Quattro modi chiave per comprendere gli scopi: telos, termine, conclusione e apocalisse

La ricerca di Scarborough King & Rudy, come accennato, non si è concentrata su un singolo campo, hanno, a detta loro, intervistato produttori di conoscenza di discipline umanistiche, scienze sociali e scienze naturali, dentro e fuori l’università, per rispondere alla stessa domanda: quali fossero gli scopi di ciascuna delle discipline interpellate. Stando a Scarborough King & Rudy nella loro impostazione della ricerca hanno incoraggiato i partecipanti a considerare più tipi di scopi, senza prescrivere una definizione per il termine e hanno previsto che alcuni avrebbero rifiutato la premessa stessa. Non si aspettavamo un consenso, tuttavia, avrebbero, comunque, trovato punti in comune. A detta loro, quest’approccio sintetico avrebbe rivelato, in particolare, quattro modi chiave per comprendere gli scopi emersi coralmente: scopo come telos,14 scopo come termine, scopo come conclusione e scopo come apocalisse.

Riguardo questi quattro modi di intendere gli scopi o i fini della conoscenza Scarborough King & Rudy commentano che le prime due definizioni, cioè scopo come telos e scopo come termine, sono più direttamente collegate al lavoro di una disciplina o di un singolo studioso. In effetti, in tale ambito la questione si riduce a quale sia il progetto di conoscenza intrapreso e cosa significherebbe se fosse completo. In questo contesto della ricerca la maggior parte degli studiosi si sentirebbe relativamente a suo agio nel porre la prima domanda relativa al telos, anche se, come segnalano Scarborough King & Rudy, non avrebbero risposte chiare. Questa tipologia di studiosi non prenderebbe mai in considerazione la seconda questione, vale a dire il termine, e considererebbe il processo di produzione della conoscenza come sempre infinito, dal momento che, in questa visione della ricerca e della conoscenza, rispondere a una domanda porta necessariamente a nuove domande.
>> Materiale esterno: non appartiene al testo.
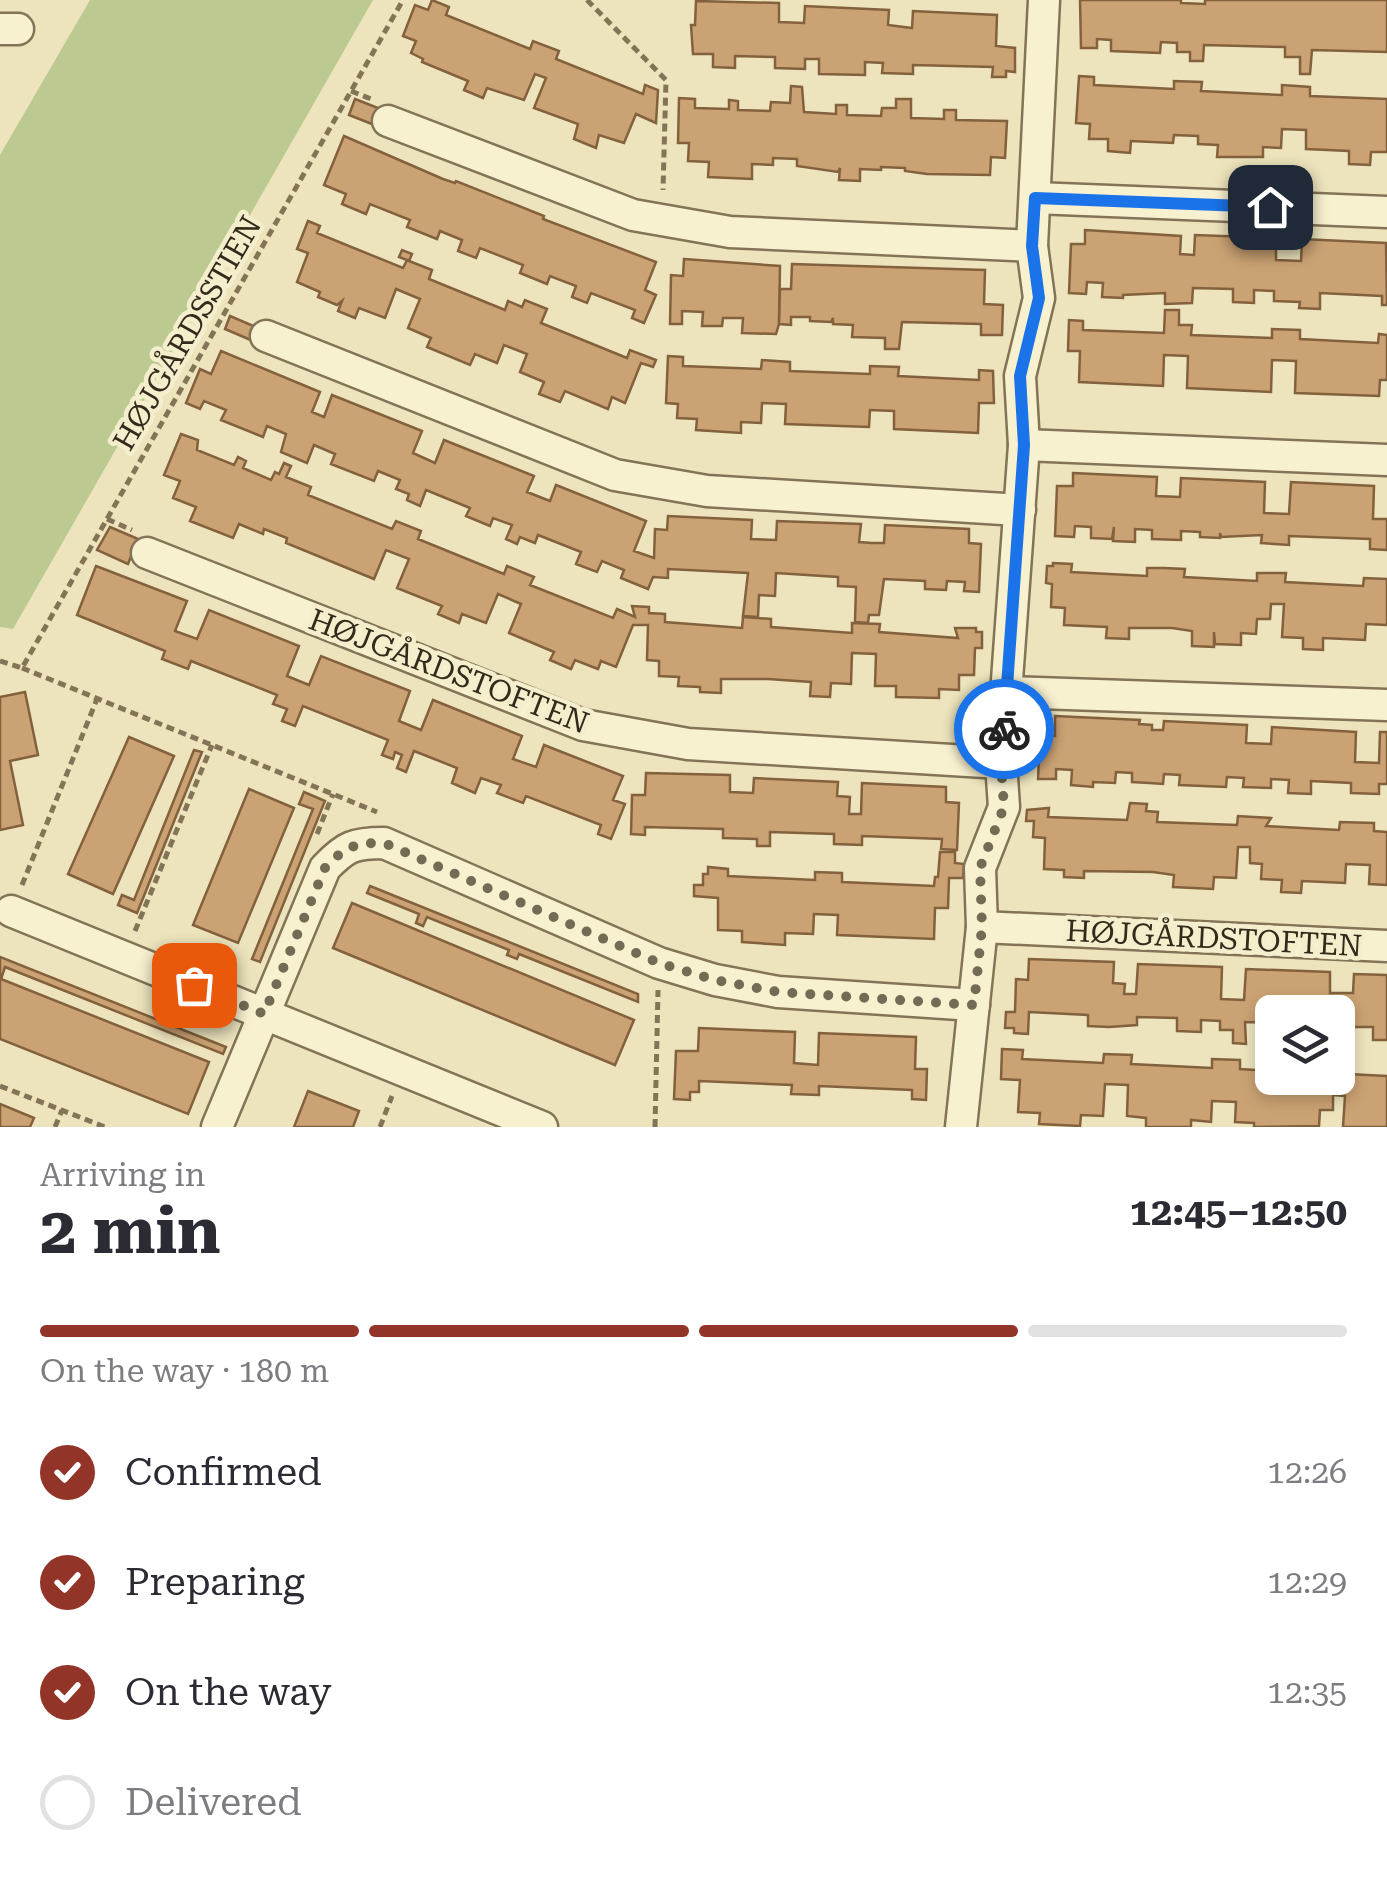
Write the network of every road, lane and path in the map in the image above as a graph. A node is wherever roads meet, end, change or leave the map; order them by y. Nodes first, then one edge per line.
1 (403, 0) edge
2 (587, 0) edge
3 (1044, 0) edge
4 (388, 121) dead end
5 (1035, 198) junction
6 (1387, 212) edge
7 (662, 220) junction
8 (1032, 246) junction
9 (266, 336) dead end
10 (1024, 445) junction
11 (1387, 460) edge
12 (1020, 510) junction
13 (148, 554) dead end
14 (0, 661) edge
15 (1008, 692) junction
16 (97, 699) dead end
17 (1387, 706) edge
18 (212, 745) dead end
19 (1001, 763) junction
20 (11, 911) joint
21 (982, 927) junction
22 (1387, 946) edge
23 (124, 957) junction
24 (974, 1005) junction
25 (264, 1014) junction
26 (0, 1086) edge
27 (62, 1110) junction
28 (55, 1127) edge
29 (105, 1127) edge
30 (218, 1127) edge
31 (542, 1127) edge
32 (961, 1127) edge

1 - 14 path, HØJGÅRDSSTIEN
2 - 7 path
3 - 5 street
4 - 7 street
5 - 6 street
5 - 8 street
7 - 8 street
8 - 10 street
9 - 12 street
10 - 11 street
10 - 12 street
12 - 15 street
13 - 19 street, HØJGÅRDSTOFTEN
15 - 17 street
15 - 19 street
16 - 20 path
18 - 23 path
19 - 21 street
20 - 23 street
21 - 22 street, HØJGÅRDSTOFTEN
21 - 24 street
23 - 25 street
24 - 25 street
24 - 32 street
25 - 30 street
25 - 31 street
26 - 27 path
27 - 28 path
27 - 29 path

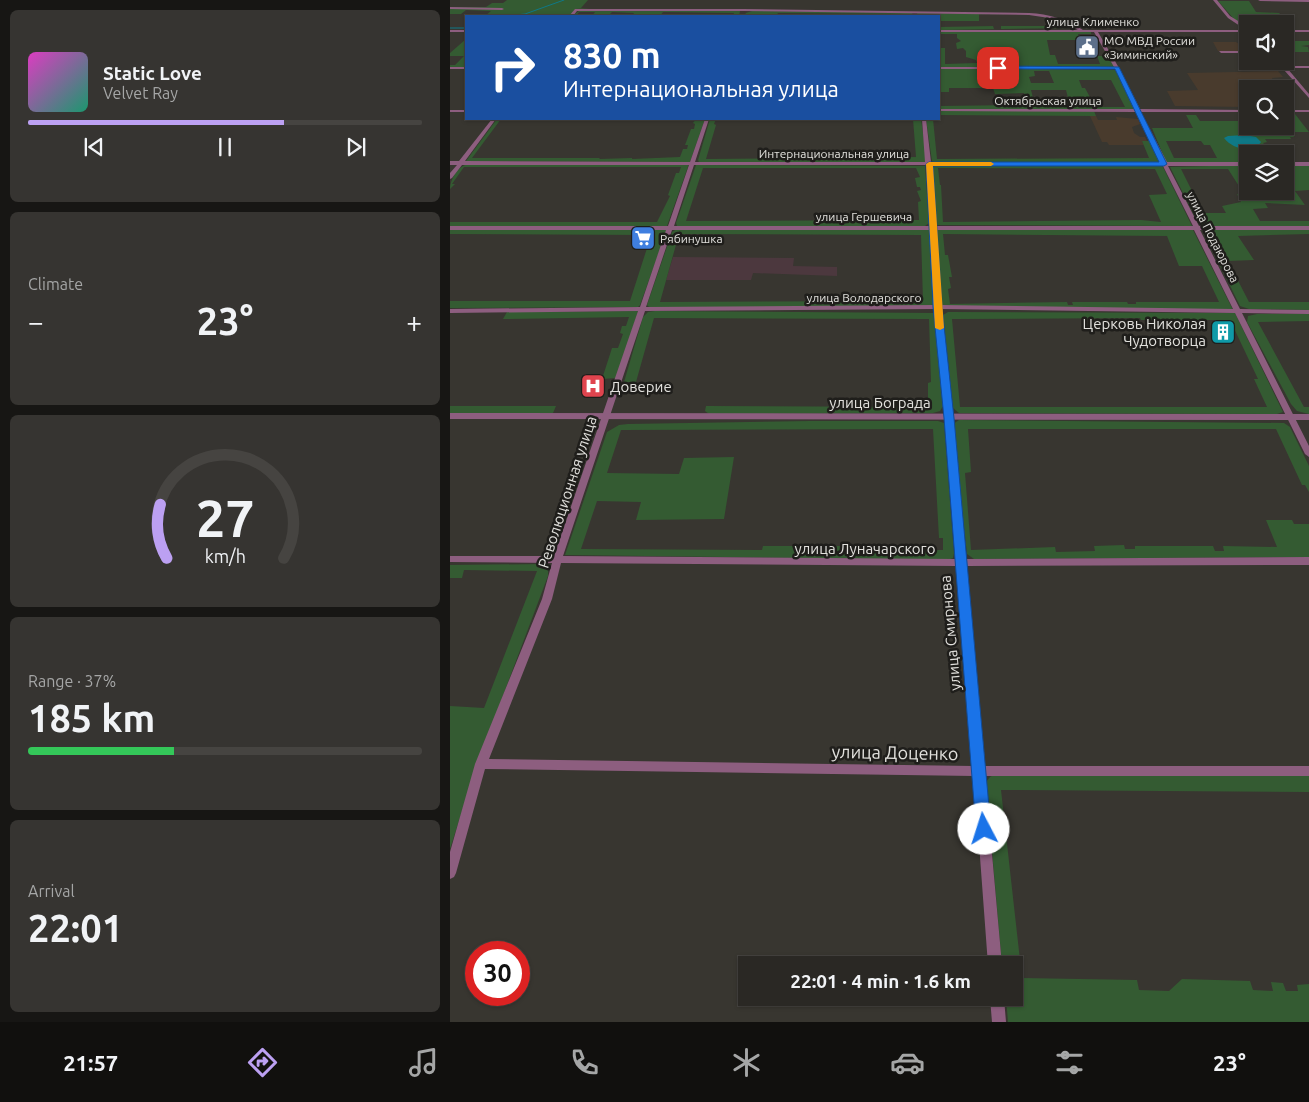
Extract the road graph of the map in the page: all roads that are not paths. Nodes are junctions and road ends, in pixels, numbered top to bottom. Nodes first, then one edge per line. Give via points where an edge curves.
1 (1134, 0) edge
2 (1145, 0) edge
3 (1215, 0) edge
4 (1260, 0) edge
5 (1309, 1) edge
6 (450, 8) edge
7 (502, 9) dead end
8 (743, 10) junction
9 (913, 14) edge
10 (572, 15) edge
11 (741, 15) edge
12 (1239, 24) edge
13 (1239, 30) edge
14 (450, 31) edge
15 (465, 31) edge
16 (940, 31) edge
17 (1082, 31) junction
18 (1095, 31) junction
19 (1294, 31) edge
20 (1309, 31) edge
21 (1221, 52) dead end
22 (1239, 52) edge
23 (1294, 67) edge
24 (1309, 67) edge
25 (450, 68) edge
26 (465, 68) edge
27 (940, 68) edge
28 (1117, 68) junction
29 (1286, 70) edge
30 (1309, 97) edge
31 (940, 110) edge
32 (450, 111) edge
33 (465, 111) edge
34 (1138, 111) junction
35 (1239, 111) edge
36 (1294, 111) edge
37 (1309, 111) edge
38 (493, 120) edge
39 (707, 120) edge
40 (924, 120) edge
41 (450, 163) edge
42 (460, 163) junction
43 (692, 163) junction
44 (929, 164) junction
45 (1164, 164) junction
46 (1239, 164) edge
47 (1294, 164) edge
48 (1309, 164) edge
49 (450, 177) edge
50 (450, 228) edge
51 (670, 228) junction
52 (933, 228) junction
53 (1195, 228) junction
54 (1309, 228) edge
55 (938, 307) junction
56 (642, 309) junction
57 (450, 311) edge
58 (1238, 312) junction
59 (1309, 312) edge
60 (606, 415) junction
61 (450, 416) edge
62 (1290, 416) junction
63 (1309, 417) edge
64 (949, 418) junction
65 (1309, 454) edge
66 (450, 558) edge
67 (557, 560) junction
68 (1309, 561) edge
69 (960, 563) junction
70 (481, 764) junction
71 (979, 771) junction
72 (1309, 771) edge
73 (450, 873) edge
74 (994, 956) edge
75 (998, 1006) edge
76 (999, 1022) edge

1 - 2 street
3 - 12 street
4 - 5 street
6 - 7 street
8 - 9 street
8 - 10 street via 576,10
8 - 11 street
9 - 17 street via 1047,15
13 - 18 street, улица Клименко
14 - 15 street
16 - 17 street, улица Клименко
17 - 18 street, улица Клименко
18 - 28 street, улица Подаюрова
19 - 20 street
21 - 22 street
23 - 24 street
25 - 26 street
27 - 28 street
28 - 34 street, улица Подаюрова
29 - 30 street
31 - 34 street, Октябрьская улица
32 - 33 street
34 - 35 street, Октябрьская улица
34 - 45 street, улица Подаюрова
36 - 37 street
38 - 42 street
39 - 43 street, Революционная улица
40 - 44 street, улица Смирнова
41 - 42 street, Интернациональная улица
42 - 43 street, Интернациональная улица
42 - 49 street
43 - 44 street, Интернациональная улица
43 - 51 street, Революционная улица
44 - 45 street, Интернациональная улица
44 - 52 street, улица Смирнова
45 - 46 street, Интернациональная улица
45 - 53 street, улица Подаюрова
47 - 48 street
50 - 51 street, улица Гершевича
51 - 52 street, улица Гершевича
51 - 56 street, Революционная улица
52 - 53 street, улица Гершевича
52 - 55 street, улица Смирнова
53 - 54 street, улица Гершевича
53 - 58 street, улица Подаюрова
55 - 56 street, улица Володарского
55 - 58 street, улица Володарского
55 - 64 street, улица Смирнова
56 - 57 street, улица Володарского
56 - 60 street, Революционная улица
58 - 59 street, улица Володарского
58 - 62 street, улица Подаюрова
60 - 61 street, улица Бограда
60 - 64 street, улица Бограда
60 - 67 street, Революционная улица
62 - 63 street, улица Бограда
62 - 64 street, улица Бограда
62 - 65 street, улица Подаюрова
64 - 69 street, улица Смирнова
66 - 67 street, улица Луначарского
67 - 69 street, улица Луначарского
67 - 70 street, Революционная улица via 547,599
68 - 69 street, улица Луначарского
69 - 71 street, улица Смирнова
70 - 71 street, улица Доценко
70 - 73 street, Революционная улица
71 - 72 street, улица Доценко
71 - 74 street, улица Смирнова
75 - 76 street

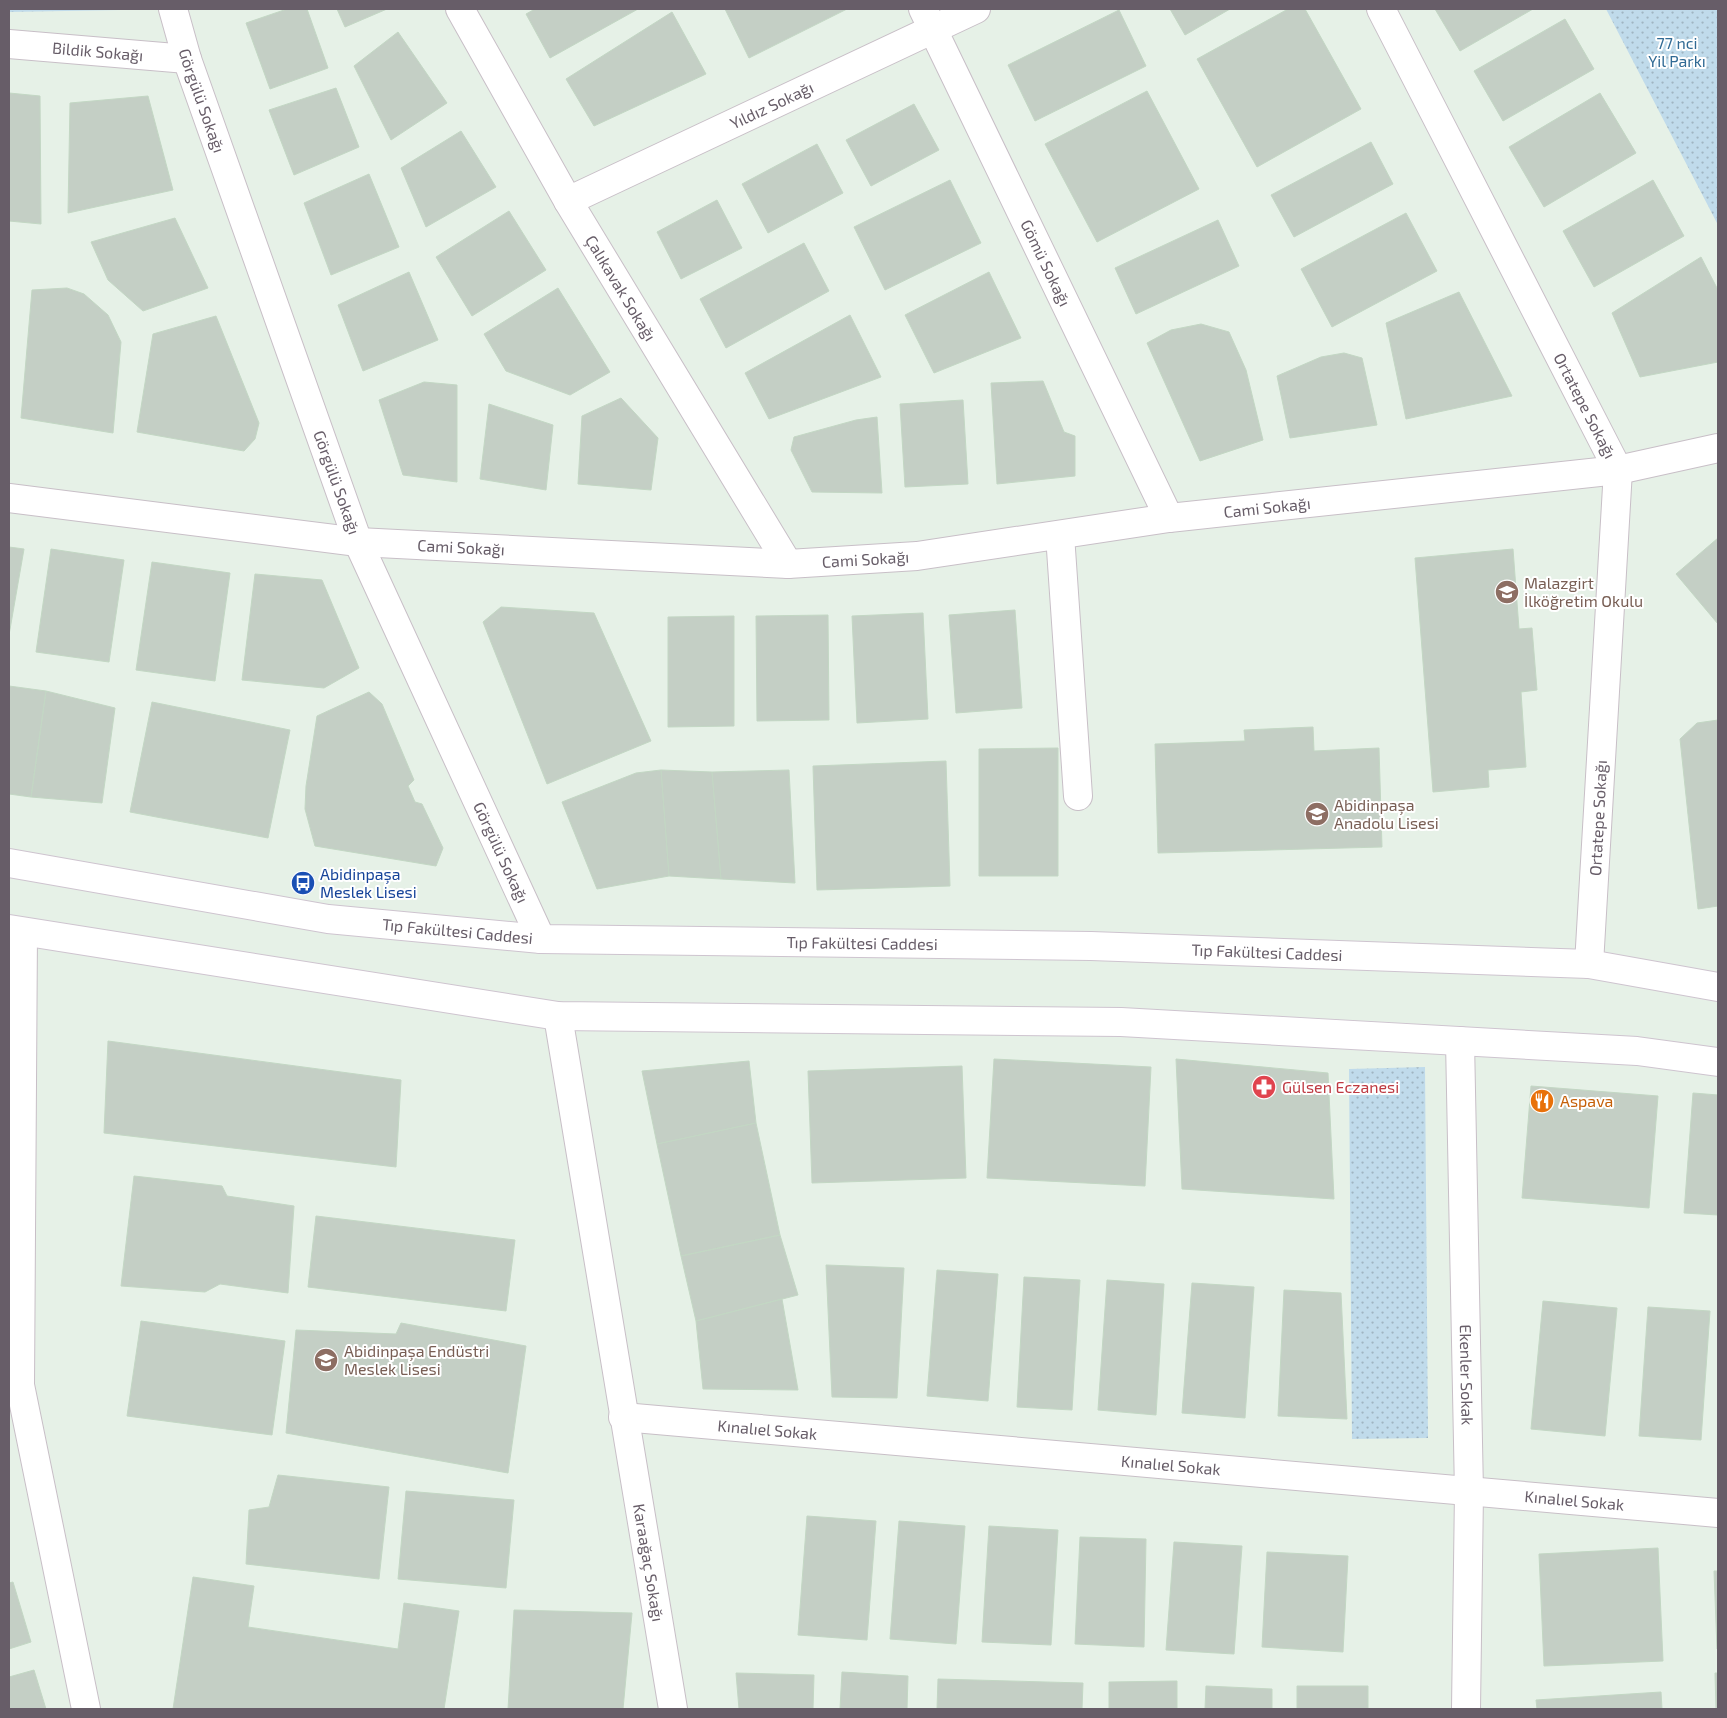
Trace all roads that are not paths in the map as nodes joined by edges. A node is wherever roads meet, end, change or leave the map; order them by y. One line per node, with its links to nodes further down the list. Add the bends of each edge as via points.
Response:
1 (173, 9): 7 (street, Görgülü Sokağı)
2 (460, 9): 8 (street, Çalıkavak Sokağı)
3 (976, 9): 5 (street, Yıldız Sokağı)
4 (1381, 9): 10 (street, Ortatepe Sokağı)
5 (928, 18): 8 (street, Yıldız Sokağı); 12 (street, Gömü Sokağı)
6 (9, 44): 7 (street, Bildik Sokağı)
7 (187, 59): 14 (street, Görgülü Sokağı)
8 (568, 201): 15 (street, Çalıkavak Sokağı)
9 (1718, 448): 10 (street, Cami Sokağı)
10 (1618, 470): 12 (street, Cami Sokağı); 20 (street, Ortatepe Sokağı)
11 (9, 498): 14 (street, Cami Sokağı)
12 (1169, 518): 13 (street, Cami Sokağı)
13 (1060, 534): 15 (street, Cami Sokağı, via 917,556); 16 (street)
14 (358, 542): 15 (street, Cami Sokağı); 19 (street, Görgülü Sokağı)
15 (788, 564)
16 (1078, 796)
17 (9, 863): 19 (street, Tıp Fakültesi Caddesi, via 328,919)
18 (16, 930): 22 (street); 28 (street, via 20,1385)
19 (541, 939): 20 (street, Tıp Fakültesi Caddesi, via 1091,946)
20 (1589, 964): 21 (street, Tıp Fakültesi Caddesi)
21 (1718, 987)
22 (558, 1016): 23 (street, via 1120,1022); 25 (street, Karaağaç Sokağı)
23 (1460, 1041): 24 (street, via 1637,1051); 26 (street, Ekenler Sokak)
24 (1718, 1062)
25 (623, 1417): 26 (street, Kınalıel Sokak); 29 (street, Karaağaç Sokağı)
26 (1469, 1492): 27 (street, Kınalıel Sokak); 30 (street, Ekenler Sokak)
27 (1718, 1513)
28 (86, 1709)
29 (673, 1709)
30 (1466, 1709)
Sotto quest’aspetto, che Scarborough King & Rudy sono consapevoli di non poter trascurare, loro sostengono che anche se ciò fosse vero e un particolare progetto non potesse mai essere completato nel corso della vita di un individuo, sarebbe utile lo stesso avere un punto finale identificabile. Il terzo significato degli scopi, vale a dire la conclusione, si riferisce, nell’interpretazione di Scarborough King & Rudy, alle pressioni istituzionali che molte discipline stanno affrontando come la chiusura di centri, dipartimenti e persino intere scuole, insieme alla pressione politica e all’ostilità pubblica.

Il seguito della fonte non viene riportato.